◆ Aim of the task
All the records below must be returned exactly as they stand.

------ Recorded data ------

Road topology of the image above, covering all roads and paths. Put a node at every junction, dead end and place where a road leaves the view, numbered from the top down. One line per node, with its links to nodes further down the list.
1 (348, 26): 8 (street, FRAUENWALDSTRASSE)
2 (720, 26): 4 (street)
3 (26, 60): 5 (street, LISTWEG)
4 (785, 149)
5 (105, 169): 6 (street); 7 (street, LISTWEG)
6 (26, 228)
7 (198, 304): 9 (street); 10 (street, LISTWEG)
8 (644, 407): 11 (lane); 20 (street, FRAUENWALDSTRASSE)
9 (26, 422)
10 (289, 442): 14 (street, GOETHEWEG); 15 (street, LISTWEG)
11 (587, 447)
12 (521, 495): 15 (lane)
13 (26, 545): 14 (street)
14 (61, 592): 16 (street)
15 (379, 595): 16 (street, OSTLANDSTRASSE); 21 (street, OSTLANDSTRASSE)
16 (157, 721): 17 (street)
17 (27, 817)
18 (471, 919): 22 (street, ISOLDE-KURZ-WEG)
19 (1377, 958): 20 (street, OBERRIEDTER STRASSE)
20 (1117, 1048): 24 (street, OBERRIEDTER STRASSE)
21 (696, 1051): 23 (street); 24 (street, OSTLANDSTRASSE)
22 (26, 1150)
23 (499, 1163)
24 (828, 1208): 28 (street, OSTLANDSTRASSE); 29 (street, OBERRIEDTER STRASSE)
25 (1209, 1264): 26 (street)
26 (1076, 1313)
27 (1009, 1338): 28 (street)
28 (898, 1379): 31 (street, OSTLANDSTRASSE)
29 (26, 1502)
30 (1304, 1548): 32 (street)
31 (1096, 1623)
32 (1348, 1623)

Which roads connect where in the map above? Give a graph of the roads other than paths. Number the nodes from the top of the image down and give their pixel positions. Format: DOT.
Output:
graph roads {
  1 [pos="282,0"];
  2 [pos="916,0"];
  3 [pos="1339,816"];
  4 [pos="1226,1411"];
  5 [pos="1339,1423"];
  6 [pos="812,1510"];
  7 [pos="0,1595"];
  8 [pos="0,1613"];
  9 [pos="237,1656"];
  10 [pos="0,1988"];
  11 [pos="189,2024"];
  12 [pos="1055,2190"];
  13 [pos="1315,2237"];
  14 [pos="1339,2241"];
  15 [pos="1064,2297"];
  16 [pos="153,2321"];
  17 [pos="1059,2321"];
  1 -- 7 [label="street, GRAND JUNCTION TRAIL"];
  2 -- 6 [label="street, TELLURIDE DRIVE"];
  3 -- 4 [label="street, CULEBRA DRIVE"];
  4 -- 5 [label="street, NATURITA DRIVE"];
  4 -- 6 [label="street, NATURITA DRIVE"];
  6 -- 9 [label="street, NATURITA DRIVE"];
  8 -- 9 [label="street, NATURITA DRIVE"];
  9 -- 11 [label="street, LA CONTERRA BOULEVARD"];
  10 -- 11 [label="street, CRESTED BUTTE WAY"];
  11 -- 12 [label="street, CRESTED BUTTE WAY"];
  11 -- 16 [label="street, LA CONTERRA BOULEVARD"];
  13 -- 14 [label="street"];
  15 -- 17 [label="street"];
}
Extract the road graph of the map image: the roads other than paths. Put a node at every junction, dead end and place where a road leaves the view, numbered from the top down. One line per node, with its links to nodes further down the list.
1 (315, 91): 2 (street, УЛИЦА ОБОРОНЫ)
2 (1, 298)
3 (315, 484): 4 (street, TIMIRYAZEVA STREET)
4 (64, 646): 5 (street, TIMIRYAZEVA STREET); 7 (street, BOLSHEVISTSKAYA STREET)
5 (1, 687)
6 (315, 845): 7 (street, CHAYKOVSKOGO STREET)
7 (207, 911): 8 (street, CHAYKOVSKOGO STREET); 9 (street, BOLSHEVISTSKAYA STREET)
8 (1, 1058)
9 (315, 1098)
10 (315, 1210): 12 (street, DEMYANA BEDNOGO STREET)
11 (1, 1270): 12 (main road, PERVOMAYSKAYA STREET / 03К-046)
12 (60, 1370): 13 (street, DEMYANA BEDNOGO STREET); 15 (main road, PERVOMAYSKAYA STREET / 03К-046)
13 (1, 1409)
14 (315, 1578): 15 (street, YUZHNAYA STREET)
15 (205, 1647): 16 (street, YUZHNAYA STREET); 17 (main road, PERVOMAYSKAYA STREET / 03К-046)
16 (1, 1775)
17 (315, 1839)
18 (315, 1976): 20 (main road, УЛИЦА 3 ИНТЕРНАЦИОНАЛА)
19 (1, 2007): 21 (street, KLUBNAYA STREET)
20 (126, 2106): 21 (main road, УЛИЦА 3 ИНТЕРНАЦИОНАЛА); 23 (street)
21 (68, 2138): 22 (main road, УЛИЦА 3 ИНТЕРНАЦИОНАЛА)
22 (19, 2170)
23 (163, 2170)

------

◆ Reply to the task
Road topology of the image above, covering all roads and paths. Put a node at every junction, dead end and place where a road leaves the view, numbered from the top down. One line per node, with its links to nodes further down the list.
1 (348, 26): 8 (street, FRAUENWALDSTRASSE)
2 (720, 26): 4 (street)
3 (26, 60): 5 (street, LISTWEG)
4 (785, 149)
5 (105, 169): 6 (street); 7 (street, LISTWEG)
6 (26, 228)
7 (198, 304): 9 (street); 10 (street, LISTWEG)
8 (644, 407): 11 (lane); 20 (street, FRAUENWALDSTRASSE)
9 (26, 422)
10 (289, 442): 14 (street, GOETHEWEG); 15 (street, LISTWEG)
11 (587, 447)
12 (521, 495): 15 (lane)
13 (26, 545): 14 (street)
14 (61, 592): 16 (street)
15 (379, 595): 16 (street, OSTLANDSTRASSE); 21 (street, OSTLANDSTRASSE)
16 (157, 721): 17 (street)
17 (27, 817)
18 (471, 919): 22 (street, ISOLDE-KURZ-WEG)
19 (1377, 958): 20 (street, OBERRIEDTER STRASSE)
20 (1117, 1048): 24 (street, OBERRIEDTER STRASSE)
21 (696, 1051): 23 (street); 24 (street, OSTLANDSTRASSE)
22 (26, 1150)
23 (499, 1163)
24 (828, 1208): 28 (street, OSTLANDSTRASSE); 29 (street, OBERRIEDTER STRASSE)
25 (1209, 1264): 26 (street)
26 (1076, 1313)
27 (1009, 1338): 28 (street)
28 (898, 1379): 31 (street, OSTLANDSTRASSE)
29 (26, 1502)
30 (1304, 1548): 32 (street)
31 (1096, 1623)
32 (1348, 1623)

Which roads connect where in the map above? Give a graph of the roads other than paths. Number the nodes from the top of the image down and give their pixel positions. Format: DOT.
Output:
graph roads {
  1 [pos="282,0"];
  2 [pos="916,0"];
  3 [pos="1339,816"];
  4 [pos="1226,1411"];
  5 [pos="1339,1423"];
  6 [pos="812,1510"];
  7 [pos="0,1595"];
  8 [pos="0,1613"];
  9 [pos="237,1656"];
  10 [pos="0,1988"];
  11 [pos="189,2024"];
  12 [pos="1055,2190"];
  13 [pos="1315,2237"];
  14 [pos="1339,2241"];
  15 [pos="1064,2297"];
  16 [pos="153,2321"];
  17 [pos="1059,2321"];
  1 -- 7 [label="street, GRAND JUNCTION TRAIL"];
  2 -- 6 [label="street, TELLURIDE DRIVE"];
  3 -- 4 [label="street, CULEBRA DRIVE"];
  4 -- 5 [label="street, NATURITA DRIVE"];
  4 -- 6 [label="street, NATURITA DRIVE"];
  6 -- 9 [label="street, NATURITA DRIVE"];
  8 -- 9 [label="street, NATURITA DRIVE"];
  9 -- 11 [label="street, LA CONTERRA BOULEVARD"];
  10 -- 11 [label="street, CRESTED BUTTE WAY"];
  11 -- 12 [label="street, CRESTED BUTTE WAY"];
  11 -- 16 [label="street, LA CONTERRA BOULEVARD"];
  13 -- 14 [label="street"];
  15 -- 17 [label="street"];
}
Extract the road graph of the map image: the roads other than paths. Put a node at every junction, dead end and place where a road leaves the view, numbered from the top down. One line per node, with its links to nodes further down the list.
1 (315, 91): 2 (street, УЛИЦА ОБОРОНЫ)
2 (1, 298)
3 (315, 484): 4 (street, TIMIRYAZEVA STREET)
4 (64, 646): 5 (street, TIMIRYAZEVA STREET); 7 (street, BOLSHEVISTSKAYA STREET)
5 (1, 687)
6 (315, 845): 7 (street, CHAYKOVSKOGO STREET)
7 (207, 911): 8 (street, CHAYKOVSKOGO STREET); 9 (street, BOLSHEVISTSKAYA STREET)
8 (1, 1058)
9 (315, 1098)
10 (315, 1210): 12 (street, DEMYANA BEDNOGO STREET)
11 (1, 1270): 12 (main road, PERVOMAYSKAYA STREET / 03К-046)
12 (60, 1370): 13 (street, DEMYANA BEDNOGO STREET); 15 (main road, PERVOMAYSKAYA STREET / 03К-046)
13 (1, 1409)
14 (315, 1578): 15 (street, YUZHNAYA STREET)
15 (205, 1647): 16 (street, YUZHNAYA STREET); 17 (main road, PERVOMAYSKAYA STREET / 03К-046)
16 (1, 1775)
17 (315, 1839)
18 (315, 1976): 20 (main road, УЛИЦА 3 ИНТЕРНАЦИОНАЛА)
19 (1, 2007): 21 (street, KLUBNAYA STREET)
20 (126, 2106): 21 (main road, УЛИЦА 3 ИНТЕРНАЦИОНАЛА); 23 (street)
21 (68, 2138): 22 (main road, УЛИЦА 3 ИНТЕРНАЦИОНАЛА)
22 (19, 2170)
23 (163, 2170)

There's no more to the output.